_Task instructions_
Please tell how many of the lines below contain "image", using only a number.

___ Extracted material ___

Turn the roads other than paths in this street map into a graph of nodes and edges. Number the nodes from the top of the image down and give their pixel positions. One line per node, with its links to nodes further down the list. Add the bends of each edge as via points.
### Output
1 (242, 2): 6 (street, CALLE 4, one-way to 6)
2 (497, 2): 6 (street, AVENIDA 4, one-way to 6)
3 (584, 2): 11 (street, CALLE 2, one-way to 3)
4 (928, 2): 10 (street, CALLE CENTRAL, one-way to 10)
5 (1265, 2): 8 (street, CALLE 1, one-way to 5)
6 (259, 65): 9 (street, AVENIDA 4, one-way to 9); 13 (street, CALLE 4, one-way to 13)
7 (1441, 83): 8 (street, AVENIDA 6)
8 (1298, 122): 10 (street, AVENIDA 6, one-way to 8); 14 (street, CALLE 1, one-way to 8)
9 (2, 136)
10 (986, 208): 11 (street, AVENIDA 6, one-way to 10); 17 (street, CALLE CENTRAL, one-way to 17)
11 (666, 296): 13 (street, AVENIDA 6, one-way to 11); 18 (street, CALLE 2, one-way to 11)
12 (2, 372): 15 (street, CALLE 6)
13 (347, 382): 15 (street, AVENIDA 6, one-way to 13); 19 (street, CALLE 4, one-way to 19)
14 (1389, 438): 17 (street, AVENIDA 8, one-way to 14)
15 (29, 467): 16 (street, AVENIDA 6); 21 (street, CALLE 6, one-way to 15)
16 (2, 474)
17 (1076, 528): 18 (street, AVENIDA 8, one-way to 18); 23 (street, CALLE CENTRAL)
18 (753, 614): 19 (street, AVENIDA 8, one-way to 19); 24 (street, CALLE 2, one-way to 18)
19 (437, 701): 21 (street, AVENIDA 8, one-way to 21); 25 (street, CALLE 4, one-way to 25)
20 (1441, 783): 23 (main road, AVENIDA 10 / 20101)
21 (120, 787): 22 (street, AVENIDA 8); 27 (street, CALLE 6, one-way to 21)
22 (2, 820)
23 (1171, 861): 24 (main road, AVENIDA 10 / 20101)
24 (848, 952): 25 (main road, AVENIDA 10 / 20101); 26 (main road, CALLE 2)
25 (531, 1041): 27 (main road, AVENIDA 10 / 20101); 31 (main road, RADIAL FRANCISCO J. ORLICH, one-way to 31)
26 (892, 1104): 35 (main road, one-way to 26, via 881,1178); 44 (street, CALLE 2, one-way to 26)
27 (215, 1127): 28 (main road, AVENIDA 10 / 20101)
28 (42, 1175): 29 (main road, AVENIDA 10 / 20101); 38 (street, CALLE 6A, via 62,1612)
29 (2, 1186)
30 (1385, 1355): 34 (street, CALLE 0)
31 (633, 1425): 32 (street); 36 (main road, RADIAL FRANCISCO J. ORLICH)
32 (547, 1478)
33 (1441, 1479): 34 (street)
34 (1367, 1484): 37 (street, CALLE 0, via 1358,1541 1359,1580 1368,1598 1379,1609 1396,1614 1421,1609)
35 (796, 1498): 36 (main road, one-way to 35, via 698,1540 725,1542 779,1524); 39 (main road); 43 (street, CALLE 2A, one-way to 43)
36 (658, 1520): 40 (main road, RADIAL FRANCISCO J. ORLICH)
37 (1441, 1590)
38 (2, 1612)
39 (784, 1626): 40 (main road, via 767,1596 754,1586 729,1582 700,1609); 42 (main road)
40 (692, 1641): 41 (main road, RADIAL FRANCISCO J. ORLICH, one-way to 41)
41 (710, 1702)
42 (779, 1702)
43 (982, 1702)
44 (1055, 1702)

___
___ Extracted material ___

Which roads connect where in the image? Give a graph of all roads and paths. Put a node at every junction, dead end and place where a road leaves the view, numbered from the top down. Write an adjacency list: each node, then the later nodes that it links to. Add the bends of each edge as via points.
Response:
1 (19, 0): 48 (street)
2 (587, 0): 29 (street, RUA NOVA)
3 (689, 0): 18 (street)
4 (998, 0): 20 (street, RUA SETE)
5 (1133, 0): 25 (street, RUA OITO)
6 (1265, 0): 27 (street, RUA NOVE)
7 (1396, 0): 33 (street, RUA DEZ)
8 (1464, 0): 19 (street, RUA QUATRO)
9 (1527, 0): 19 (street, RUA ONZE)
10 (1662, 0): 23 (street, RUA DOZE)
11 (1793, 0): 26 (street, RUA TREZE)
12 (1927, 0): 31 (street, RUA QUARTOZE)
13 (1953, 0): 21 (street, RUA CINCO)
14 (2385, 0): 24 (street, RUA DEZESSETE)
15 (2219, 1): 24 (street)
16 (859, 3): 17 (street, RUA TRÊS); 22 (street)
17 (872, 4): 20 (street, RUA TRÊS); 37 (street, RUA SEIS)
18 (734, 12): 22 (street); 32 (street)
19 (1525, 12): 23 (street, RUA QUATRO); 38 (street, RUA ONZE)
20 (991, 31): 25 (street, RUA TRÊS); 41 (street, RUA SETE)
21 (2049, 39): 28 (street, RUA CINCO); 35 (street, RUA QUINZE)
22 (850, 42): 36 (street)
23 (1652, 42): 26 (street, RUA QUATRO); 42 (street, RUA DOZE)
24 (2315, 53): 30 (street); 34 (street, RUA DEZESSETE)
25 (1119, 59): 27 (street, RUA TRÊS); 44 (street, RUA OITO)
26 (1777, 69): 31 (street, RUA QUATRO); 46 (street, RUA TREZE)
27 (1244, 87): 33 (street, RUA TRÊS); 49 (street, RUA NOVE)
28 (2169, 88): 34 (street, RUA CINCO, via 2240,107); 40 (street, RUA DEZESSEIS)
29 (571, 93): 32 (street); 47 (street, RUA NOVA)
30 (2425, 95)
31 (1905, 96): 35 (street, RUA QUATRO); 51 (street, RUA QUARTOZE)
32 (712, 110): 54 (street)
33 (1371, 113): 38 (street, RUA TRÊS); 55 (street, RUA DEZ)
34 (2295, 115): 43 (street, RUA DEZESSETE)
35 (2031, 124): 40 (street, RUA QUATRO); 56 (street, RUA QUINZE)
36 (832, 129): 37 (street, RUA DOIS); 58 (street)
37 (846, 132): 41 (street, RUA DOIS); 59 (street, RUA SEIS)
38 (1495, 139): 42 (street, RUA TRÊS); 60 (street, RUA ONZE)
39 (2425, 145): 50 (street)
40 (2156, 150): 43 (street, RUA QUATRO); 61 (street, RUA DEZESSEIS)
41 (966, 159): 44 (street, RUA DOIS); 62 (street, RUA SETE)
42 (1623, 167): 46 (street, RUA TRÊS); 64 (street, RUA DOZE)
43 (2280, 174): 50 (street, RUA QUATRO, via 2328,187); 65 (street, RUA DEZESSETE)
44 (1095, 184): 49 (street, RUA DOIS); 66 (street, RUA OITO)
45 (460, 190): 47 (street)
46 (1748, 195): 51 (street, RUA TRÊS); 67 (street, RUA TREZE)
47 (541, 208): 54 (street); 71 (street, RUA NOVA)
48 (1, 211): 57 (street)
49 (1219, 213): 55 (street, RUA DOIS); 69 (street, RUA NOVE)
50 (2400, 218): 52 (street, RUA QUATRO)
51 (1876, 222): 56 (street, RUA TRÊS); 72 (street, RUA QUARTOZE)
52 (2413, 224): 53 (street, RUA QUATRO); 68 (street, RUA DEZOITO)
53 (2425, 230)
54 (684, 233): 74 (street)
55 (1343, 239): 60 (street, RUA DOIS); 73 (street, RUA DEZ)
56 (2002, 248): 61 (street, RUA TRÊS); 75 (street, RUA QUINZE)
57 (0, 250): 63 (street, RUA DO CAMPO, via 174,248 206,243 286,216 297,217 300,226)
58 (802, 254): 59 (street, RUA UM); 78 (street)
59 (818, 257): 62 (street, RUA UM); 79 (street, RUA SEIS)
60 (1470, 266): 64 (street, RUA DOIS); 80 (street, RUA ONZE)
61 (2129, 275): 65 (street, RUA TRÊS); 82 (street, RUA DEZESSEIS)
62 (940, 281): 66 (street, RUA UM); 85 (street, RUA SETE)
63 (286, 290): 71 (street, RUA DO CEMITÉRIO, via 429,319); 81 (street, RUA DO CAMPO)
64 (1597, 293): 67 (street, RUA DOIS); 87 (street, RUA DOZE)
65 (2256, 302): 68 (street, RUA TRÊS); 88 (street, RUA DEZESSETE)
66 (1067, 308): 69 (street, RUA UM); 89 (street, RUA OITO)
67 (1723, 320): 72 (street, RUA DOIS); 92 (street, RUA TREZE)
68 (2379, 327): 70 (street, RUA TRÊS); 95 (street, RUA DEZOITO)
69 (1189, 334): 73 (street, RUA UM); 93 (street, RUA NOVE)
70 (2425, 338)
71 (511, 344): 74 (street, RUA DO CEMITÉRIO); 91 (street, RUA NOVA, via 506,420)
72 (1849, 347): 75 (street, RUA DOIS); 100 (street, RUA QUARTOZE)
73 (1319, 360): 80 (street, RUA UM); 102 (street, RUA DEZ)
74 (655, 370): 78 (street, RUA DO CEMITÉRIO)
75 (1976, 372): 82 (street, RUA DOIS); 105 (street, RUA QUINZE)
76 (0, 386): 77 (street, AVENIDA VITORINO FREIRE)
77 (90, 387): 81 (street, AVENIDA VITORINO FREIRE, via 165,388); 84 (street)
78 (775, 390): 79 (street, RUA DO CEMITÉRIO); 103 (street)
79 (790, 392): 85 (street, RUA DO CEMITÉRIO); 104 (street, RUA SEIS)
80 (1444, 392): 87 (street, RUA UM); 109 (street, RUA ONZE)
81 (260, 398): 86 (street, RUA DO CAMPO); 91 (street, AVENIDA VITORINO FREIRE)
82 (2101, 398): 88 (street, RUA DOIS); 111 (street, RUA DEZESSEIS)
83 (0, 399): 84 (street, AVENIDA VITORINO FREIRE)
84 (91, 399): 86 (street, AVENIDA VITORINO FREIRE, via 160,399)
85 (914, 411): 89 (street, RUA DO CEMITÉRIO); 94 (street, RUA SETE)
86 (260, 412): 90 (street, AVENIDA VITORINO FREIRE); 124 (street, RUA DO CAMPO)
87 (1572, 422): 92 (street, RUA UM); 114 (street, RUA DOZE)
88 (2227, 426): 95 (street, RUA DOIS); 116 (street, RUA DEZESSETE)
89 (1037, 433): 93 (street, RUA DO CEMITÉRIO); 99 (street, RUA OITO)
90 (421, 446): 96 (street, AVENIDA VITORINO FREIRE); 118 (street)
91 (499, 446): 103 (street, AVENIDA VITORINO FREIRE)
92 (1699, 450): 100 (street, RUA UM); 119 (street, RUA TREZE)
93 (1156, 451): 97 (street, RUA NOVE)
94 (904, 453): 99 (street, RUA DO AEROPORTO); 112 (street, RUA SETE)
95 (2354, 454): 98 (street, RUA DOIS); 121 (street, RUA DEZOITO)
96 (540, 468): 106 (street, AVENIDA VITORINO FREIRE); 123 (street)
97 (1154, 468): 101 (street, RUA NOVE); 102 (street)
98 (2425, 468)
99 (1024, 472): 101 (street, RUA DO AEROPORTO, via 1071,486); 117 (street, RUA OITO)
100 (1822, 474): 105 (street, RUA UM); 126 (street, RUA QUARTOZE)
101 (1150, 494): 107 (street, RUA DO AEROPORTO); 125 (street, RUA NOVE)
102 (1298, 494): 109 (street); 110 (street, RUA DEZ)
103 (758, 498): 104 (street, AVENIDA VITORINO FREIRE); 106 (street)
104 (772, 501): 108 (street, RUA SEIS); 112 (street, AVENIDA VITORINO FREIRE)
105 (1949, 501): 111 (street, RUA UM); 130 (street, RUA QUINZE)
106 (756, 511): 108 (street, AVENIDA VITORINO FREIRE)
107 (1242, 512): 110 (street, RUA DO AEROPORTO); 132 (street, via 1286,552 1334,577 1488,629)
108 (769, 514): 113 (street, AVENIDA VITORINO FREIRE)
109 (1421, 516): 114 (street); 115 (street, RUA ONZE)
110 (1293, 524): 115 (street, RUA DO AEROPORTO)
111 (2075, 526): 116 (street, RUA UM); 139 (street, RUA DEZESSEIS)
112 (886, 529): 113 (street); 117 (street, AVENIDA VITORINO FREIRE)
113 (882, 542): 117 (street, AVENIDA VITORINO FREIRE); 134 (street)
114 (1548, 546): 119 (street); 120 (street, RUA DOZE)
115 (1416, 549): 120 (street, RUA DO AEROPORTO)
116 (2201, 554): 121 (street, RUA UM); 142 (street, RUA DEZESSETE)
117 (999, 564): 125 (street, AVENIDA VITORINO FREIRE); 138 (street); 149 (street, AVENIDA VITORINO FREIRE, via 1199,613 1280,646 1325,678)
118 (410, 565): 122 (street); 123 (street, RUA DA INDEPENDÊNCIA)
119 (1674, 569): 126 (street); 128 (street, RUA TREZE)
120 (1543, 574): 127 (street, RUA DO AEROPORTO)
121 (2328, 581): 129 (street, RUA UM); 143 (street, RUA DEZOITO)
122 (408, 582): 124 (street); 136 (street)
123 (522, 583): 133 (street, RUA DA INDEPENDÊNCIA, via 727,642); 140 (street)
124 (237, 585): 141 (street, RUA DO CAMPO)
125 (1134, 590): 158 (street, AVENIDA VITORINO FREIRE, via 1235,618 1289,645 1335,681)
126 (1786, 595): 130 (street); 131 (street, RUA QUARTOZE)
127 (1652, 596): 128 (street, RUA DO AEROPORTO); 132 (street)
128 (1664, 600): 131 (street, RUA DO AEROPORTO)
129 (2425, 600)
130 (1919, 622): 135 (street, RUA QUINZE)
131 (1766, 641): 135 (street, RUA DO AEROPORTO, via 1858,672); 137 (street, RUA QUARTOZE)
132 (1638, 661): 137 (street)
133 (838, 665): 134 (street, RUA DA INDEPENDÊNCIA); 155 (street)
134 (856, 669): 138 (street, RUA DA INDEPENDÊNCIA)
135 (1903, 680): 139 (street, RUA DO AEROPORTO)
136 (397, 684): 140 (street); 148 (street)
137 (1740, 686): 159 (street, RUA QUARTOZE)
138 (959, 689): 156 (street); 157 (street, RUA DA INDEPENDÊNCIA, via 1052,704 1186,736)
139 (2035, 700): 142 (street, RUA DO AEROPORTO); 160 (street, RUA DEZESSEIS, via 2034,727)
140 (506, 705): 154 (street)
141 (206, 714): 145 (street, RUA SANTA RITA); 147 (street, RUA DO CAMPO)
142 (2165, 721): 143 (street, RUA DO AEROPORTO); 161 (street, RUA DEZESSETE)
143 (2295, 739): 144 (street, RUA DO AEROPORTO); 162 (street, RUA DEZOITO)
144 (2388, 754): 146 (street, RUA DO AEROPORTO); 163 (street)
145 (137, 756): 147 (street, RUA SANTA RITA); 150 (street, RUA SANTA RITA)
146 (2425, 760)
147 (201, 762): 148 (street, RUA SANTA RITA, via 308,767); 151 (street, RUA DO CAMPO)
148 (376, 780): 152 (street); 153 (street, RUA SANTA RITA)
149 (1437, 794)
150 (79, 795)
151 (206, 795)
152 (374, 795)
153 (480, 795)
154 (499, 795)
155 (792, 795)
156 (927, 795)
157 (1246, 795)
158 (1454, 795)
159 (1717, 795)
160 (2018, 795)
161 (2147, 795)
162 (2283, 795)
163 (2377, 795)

___

_Solution to this problem_
2